To the Wall Street Journal Editor: The Next Real Estate Crisis
Tuesday, March 27, 2018
March 27, 2018
To the Editor of the Wall Street Journal:
The Next Real-Estate Crisis: A Shortage of New Homes
We want to commend you for calling attention to the crisis in single family housing construction in your article on March 19, 2018. Ms. Kusisto rightly points out that this crisis is building month-by-month as new construction lags historical norms that go back at least 60 years – and that this crisis results from several now entrenched problems -- ten years after the financial crisis. But it’s not just a “new construction” crisis. Single family homes for sale in America have declined 32 consecutive months, and with interest rates rising, that trend won’t stop. These are major reasons why we find homeownership rates at 50 year lows! If we do not act now, it also will become another crisis – and a crisis of conscience for all of us.
At America’s Homeowner Alliance (AHA), the lead organization focused on these issues on behalf of current and future homeowners, it is our mission to protect and promote sustainable homeownership for all segments of America. As Ms. Kusisto points out, gainfully employed young people and low and moderate-income citizens are being shut out of homeownership because of this inventory crisis – and forced into a feudal relationship with landlords that our country has never before seen. We reiterate – we’re racing toward another housing crisis!
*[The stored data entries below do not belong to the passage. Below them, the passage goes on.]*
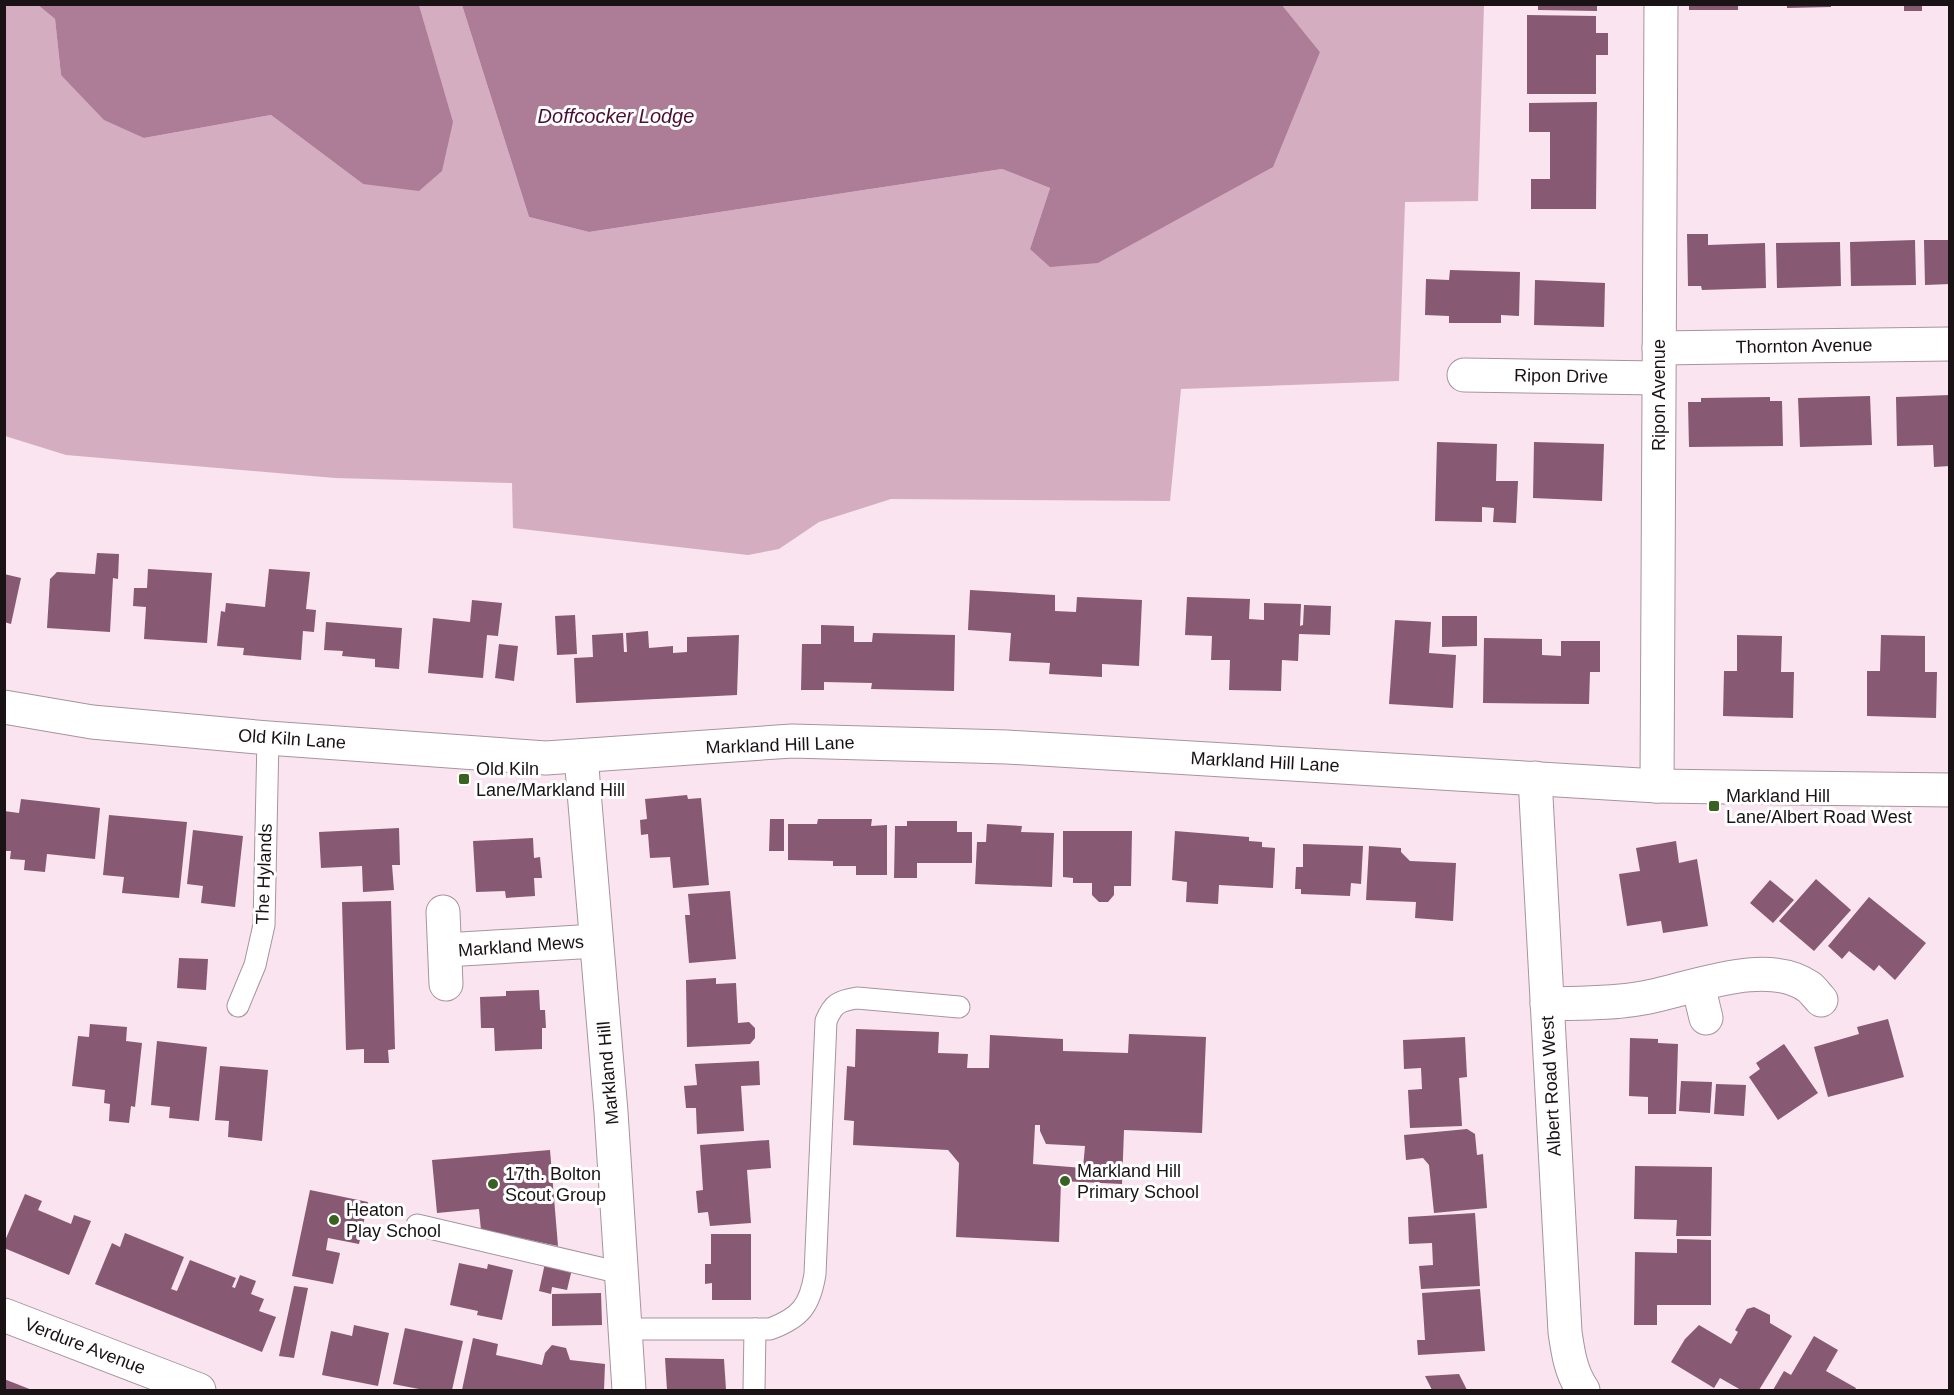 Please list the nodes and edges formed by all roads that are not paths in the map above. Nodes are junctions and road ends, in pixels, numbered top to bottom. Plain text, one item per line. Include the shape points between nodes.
1 (1661, 4) edge
2 (1950, 344) edge
3 (1659, 363) junction
4 (1464, 375) dead end
5 (4, 706) edge
6 (268, 738) junction
7 (581, 756) junction
8 (1535, 778) junction
9 (1657, 786) junction
10 (1950, 790) edge
11 (443, 912) dead end
12 (596, 941) junction
13 (445, 951) junction
14 (446, 984) dead end
15 (1698, 985) junction
16 (1821, 1000) dead end
17 (1547, 1005) junction
18 (238, 1006) dead end
19 (959, 1007) dead end
20 (1706, 1018) dead end
21 (417, 1225) dead end
22 (621, 1273) junction
23 (4, 1315) edge
24 (624, 1329) junction
25 (755, 1329) junction
26 (199, 1390) edge
27 (629, 1390) edge
28 (754, 1390) edge
29 (1583, 1390) edge

1 - 3 street, Ripon Avenue
2 - 3 street, Thornton Avenue
3 - 4 street, Ripon Drive
3 - 9 street, Ripon Avenue
5 - 6 street, Old Kiln Lane via 92,722
6 - 7 street, Old Kiln Lane via 546,758
6 - 18 lane, The Hylands via 264,925 255,965
7 - 8 street, Markland Hill Lane via 826,741 1007,747
7 - 12 street, Markland Hill
8 - 9 street, Markland Hill Lane
8 - 17 street, Albert Road West
9 - 10 street, Markland Hill Lane
11 - 13 street, Markland Mews
12 - 13 street, Markland Mews
12 - 22 street, Markland Hill
13 - 14 street, Markland Mews
15 - 16 street via 1755,974 1777,976 1809,987
15 - 17 street via 1626,1001
15 - 20 street
17 - 29 street, Albert Road West via 1565,1332 1568,1356
19 - 25 lane via 856,998 832,1008 826,1021 812,1294 803,1310 788,1322 770,1329
21 - 22 lane
22 - 24 street, Markland Hill
23 - 26 street, Verdure Avenue
24 - 25 lane
24 - 27 street, Markland Hill
25 - 28 lane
AHA has written about this issue numerous times and believes that to remedy this we need a concerted effort to take several bold measures now to halt the current deterioration. It’s our opinion this crisis will not get fixed without intervention. As an example, we need immediate changes to government policies that have resulted in a transfer of single family homes and resulting wealth from “Main Street” to “Wall Street”. These government policies instituted by government agencies are just flat wrong for everyday Americans. “Main Street” consumers are fed up and we reiterate . . . we’re headed toward another crisis.
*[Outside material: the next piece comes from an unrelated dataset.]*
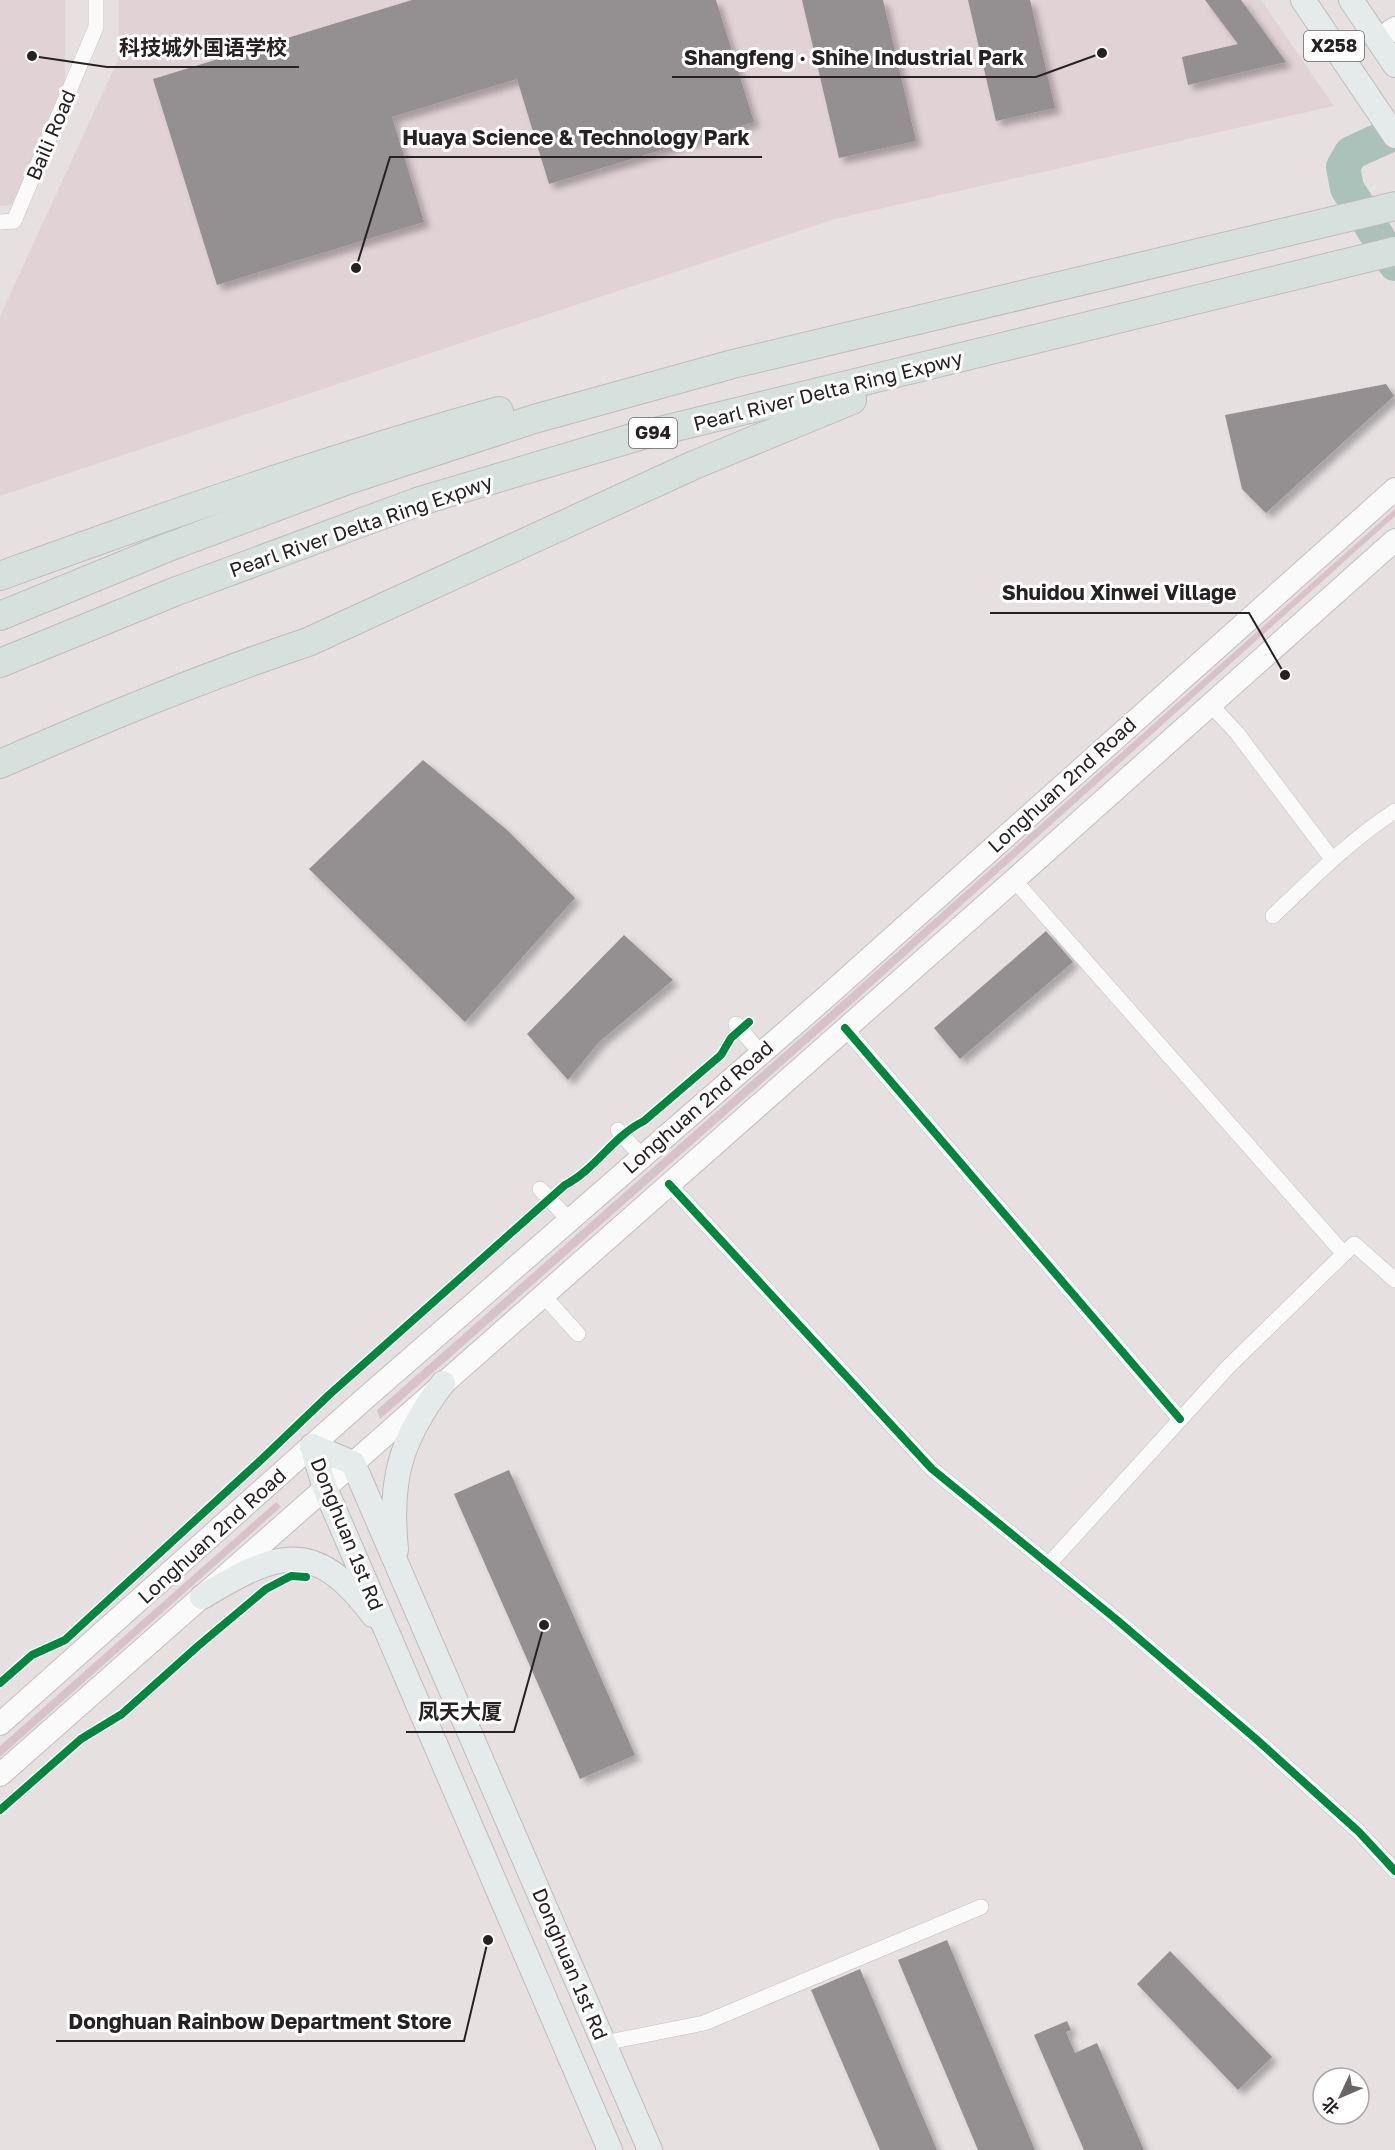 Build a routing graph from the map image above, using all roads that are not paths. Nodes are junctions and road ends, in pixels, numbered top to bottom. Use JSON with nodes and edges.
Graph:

To further halt the deterioration, at every level of government, the regulatory burden needs to be reduced. The National Association of Homebuilders’ study indicates the average compliance and regulatory cost to build the average home in America is $84,000 per unit. That’s unbelievable, unaffordable and unstainable. Whether these costs emanate from “not in my backyard” concerns, or the complicated processes related to environmental protections and other local, state or federal red-tape, we need to look at how the housing needs of today and tomorrow are being negatively impacted. We also need the agencies seized by the government in 2008 -- Fannie Mae and Freddie Mac -- to be held accountable to their charters and require that repossessed properties be offered first to owner-occupant buyers before they are sold to institutional investors, and to stop funding Wall Street firms that compete against single-family homeowners. We need the Trump Administration to include first time homebuyer incentives in their proposed $1.5 trillion “infrastructure package” to ensure that our workers can become homeowners. And we need policy changes at Fannie Mae, Freddie Mac and FHA to enhance credit availability by accepting more modern and predictive alternative credit scoring models and removing obstacles to financing more affordable units like condominiums.
If potential homeowners have no inventory from which to select, and more people are forced to rent, we’ll soon reach rent saturation and rapidly increasing (unaffordable) rent costs . . . so . . . one last time . . . it is not if there will be another housing crisis in America – it is when?